— Extracted material —
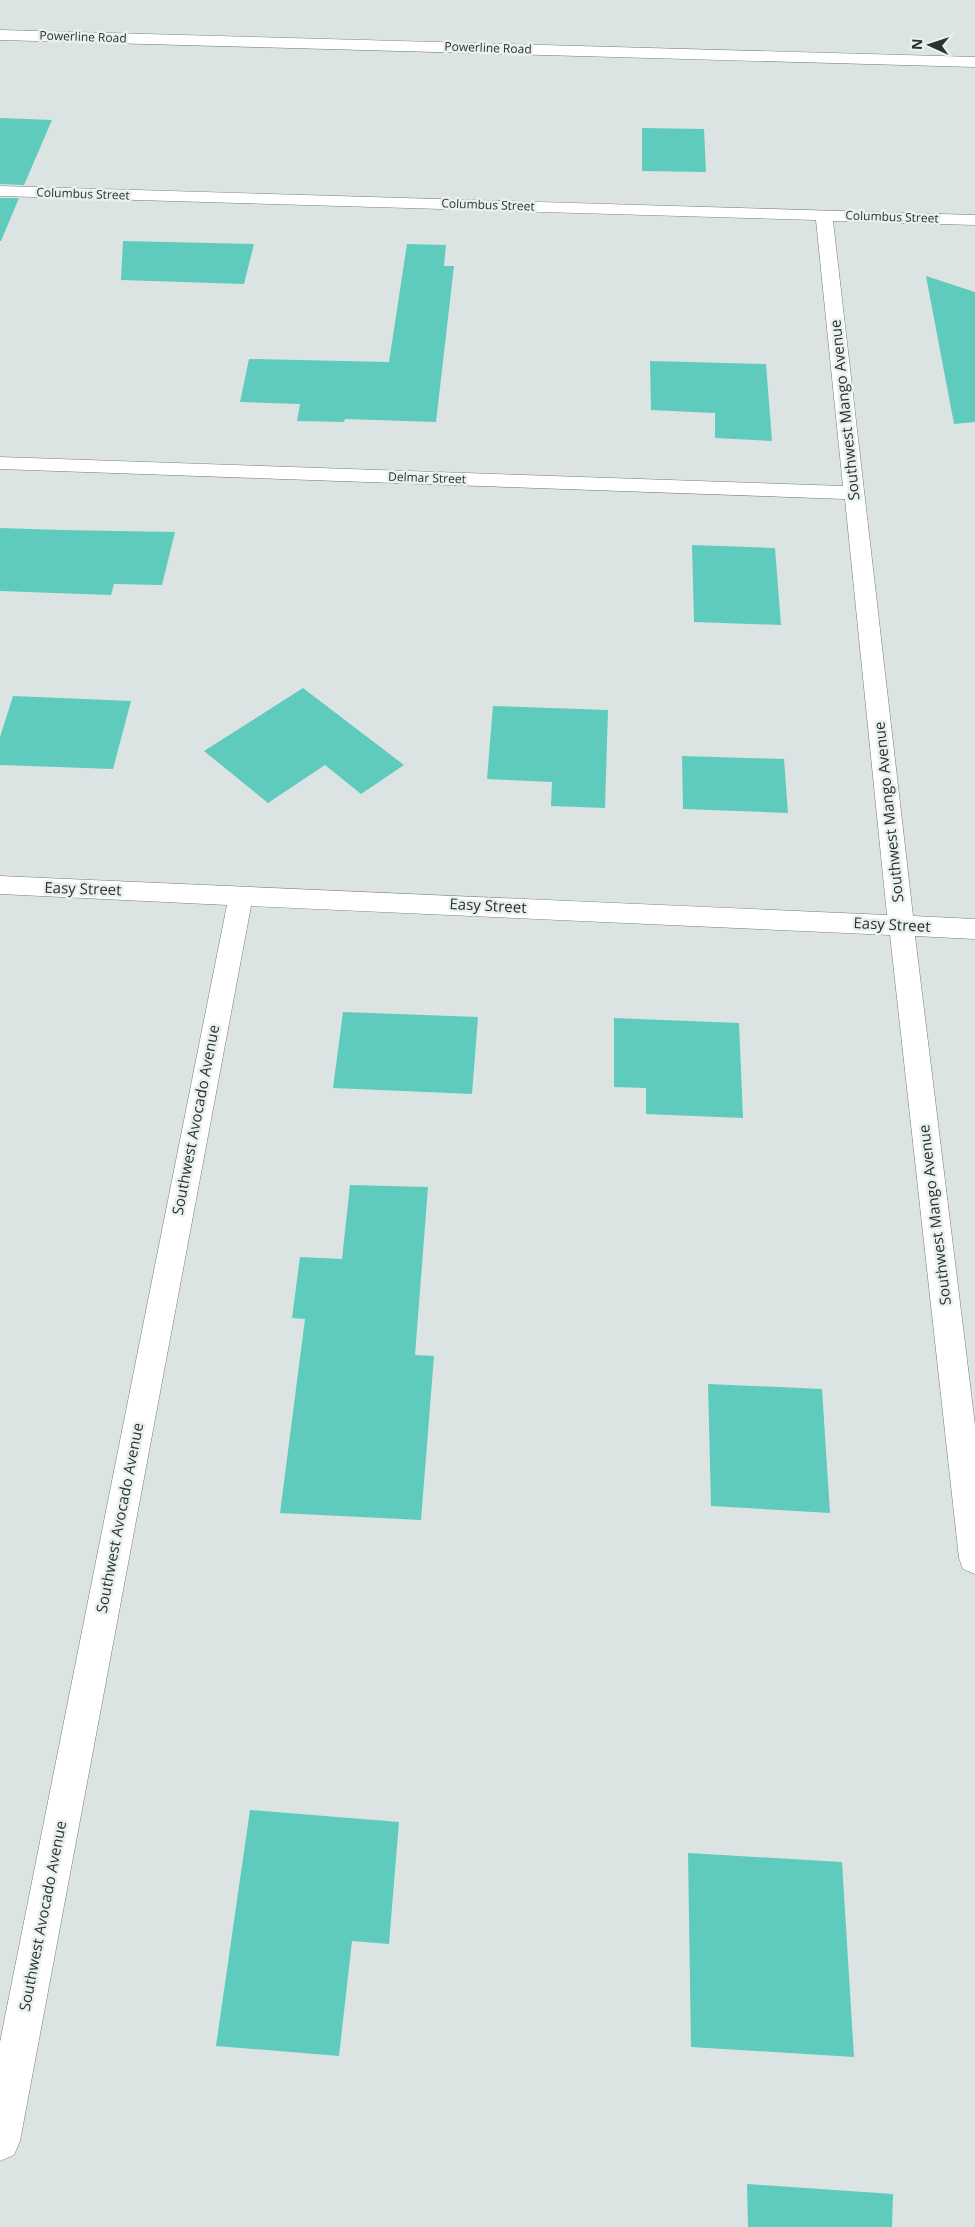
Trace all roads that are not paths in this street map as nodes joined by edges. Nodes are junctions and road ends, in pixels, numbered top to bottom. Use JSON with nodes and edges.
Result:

--

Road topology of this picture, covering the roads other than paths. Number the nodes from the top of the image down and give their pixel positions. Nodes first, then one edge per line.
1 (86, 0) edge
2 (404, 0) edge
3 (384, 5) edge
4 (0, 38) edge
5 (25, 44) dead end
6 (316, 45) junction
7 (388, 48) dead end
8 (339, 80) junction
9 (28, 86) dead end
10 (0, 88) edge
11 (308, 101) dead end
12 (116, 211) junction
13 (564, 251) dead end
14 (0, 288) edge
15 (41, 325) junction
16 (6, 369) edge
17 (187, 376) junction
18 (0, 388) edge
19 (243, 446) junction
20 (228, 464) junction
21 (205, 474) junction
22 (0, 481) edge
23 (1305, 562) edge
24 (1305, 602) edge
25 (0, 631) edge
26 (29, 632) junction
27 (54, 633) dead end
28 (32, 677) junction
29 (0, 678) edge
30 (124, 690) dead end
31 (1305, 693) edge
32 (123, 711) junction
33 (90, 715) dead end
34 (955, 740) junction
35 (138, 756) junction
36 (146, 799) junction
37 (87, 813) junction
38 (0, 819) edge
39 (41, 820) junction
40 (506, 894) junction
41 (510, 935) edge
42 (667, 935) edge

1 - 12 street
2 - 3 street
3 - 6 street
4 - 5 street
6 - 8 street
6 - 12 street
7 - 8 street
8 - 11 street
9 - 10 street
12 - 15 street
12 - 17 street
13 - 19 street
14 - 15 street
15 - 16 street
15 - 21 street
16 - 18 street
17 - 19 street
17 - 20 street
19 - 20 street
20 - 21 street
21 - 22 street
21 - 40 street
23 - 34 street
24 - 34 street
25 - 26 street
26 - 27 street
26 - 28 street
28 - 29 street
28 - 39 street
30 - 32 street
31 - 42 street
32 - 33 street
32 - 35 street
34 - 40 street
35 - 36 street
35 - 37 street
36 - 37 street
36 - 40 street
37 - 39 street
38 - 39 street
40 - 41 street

...

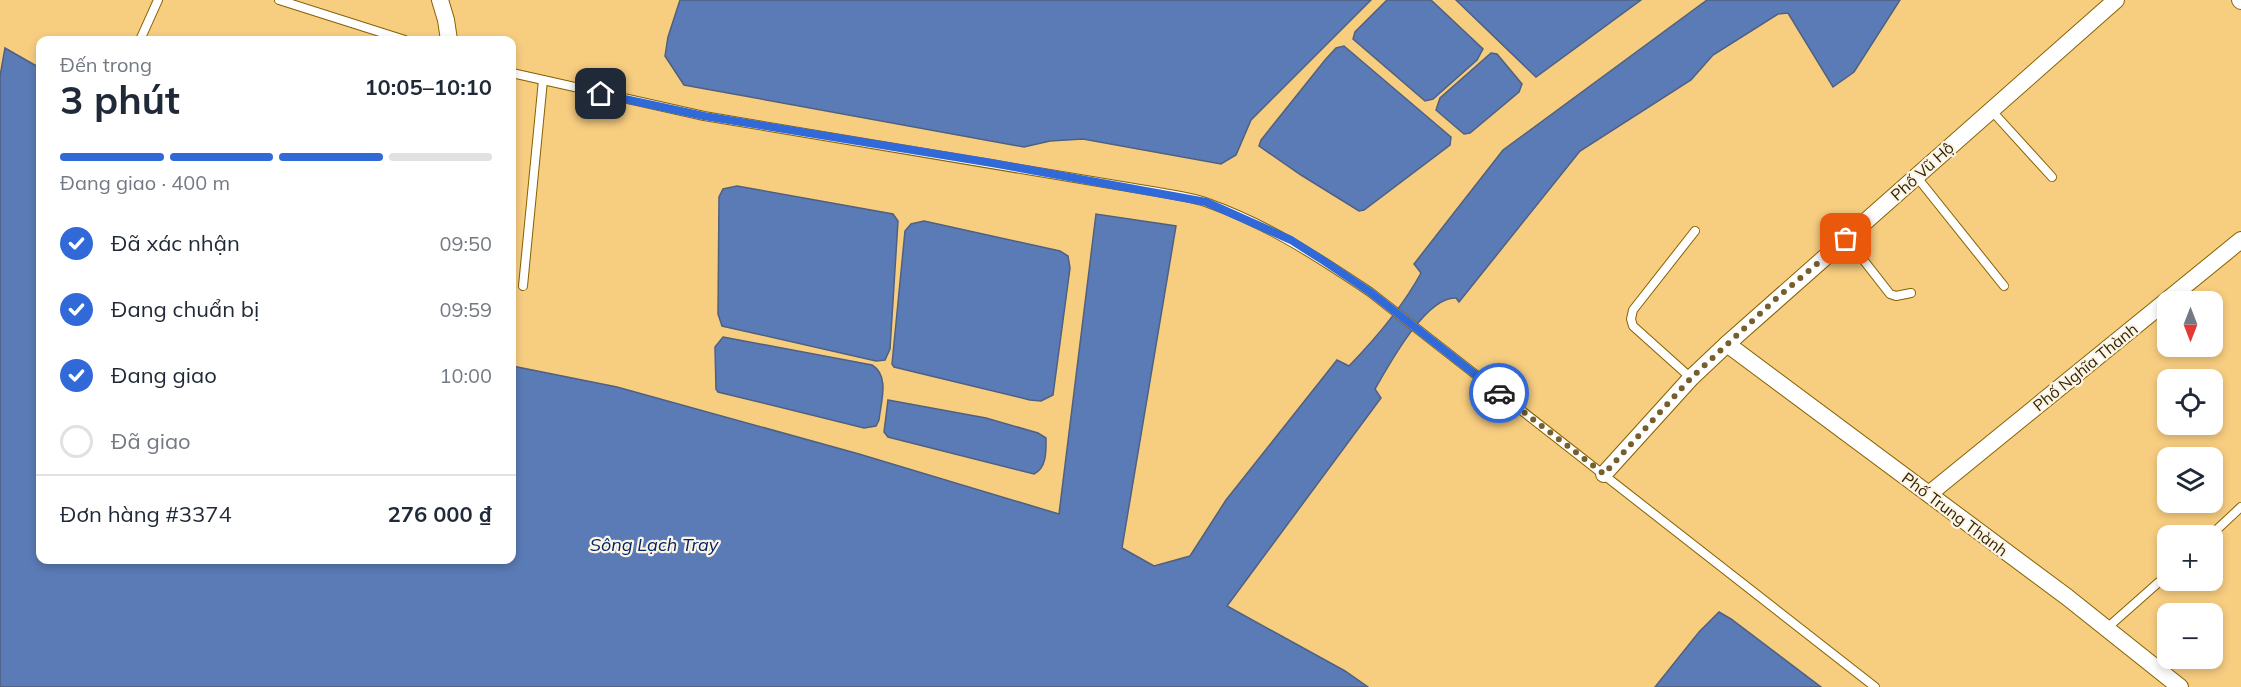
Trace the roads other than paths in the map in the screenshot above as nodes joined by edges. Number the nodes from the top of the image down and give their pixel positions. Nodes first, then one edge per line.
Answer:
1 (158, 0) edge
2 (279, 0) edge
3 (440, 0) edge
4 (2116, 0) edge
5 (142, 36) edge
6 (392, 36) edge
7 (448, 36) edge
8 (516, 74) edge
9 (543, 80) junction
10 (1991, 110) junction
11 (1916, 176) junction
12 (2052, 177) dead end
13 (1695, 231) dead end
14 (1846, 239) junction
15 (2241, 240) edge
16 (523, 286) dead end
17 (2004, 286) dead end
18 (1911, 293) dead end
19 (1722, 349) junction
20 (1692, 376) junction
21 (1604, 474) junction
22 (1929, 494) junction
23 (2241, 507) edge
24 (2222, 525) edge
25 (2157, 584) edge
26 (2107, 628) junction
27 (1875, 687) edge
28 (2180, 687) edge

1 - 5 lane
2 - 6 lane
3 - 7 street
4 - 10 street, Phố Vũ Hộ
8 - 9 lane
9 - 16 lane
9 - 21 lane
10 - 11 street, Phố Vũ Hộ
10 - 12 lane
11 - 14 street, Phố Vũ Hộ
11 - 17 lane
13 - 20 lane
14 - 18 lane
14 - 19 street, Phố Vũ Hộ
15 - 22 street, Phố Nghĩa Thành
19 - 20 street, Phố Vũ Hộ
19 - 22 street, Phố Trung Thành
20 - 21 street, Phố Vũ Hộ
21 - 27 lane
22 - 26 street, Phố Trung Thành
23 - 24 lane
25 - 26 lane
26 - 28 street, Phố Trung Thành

— What needs to be done —
If a line in the records contains the string "joined", copy it out.

— Exercise solution —
Trace all roads that are not paths in this street map as nodes joined by edges. Nodes are junctions and road ends, in pixels, numbered top to bottom. Use JSON with nodes and edges.
Trace the roads other than paths in the map in the screenshot above as nodes joined by edges. Number the nodes from the top of the image down and give their pixel positions. Nodes first, then one edge per line.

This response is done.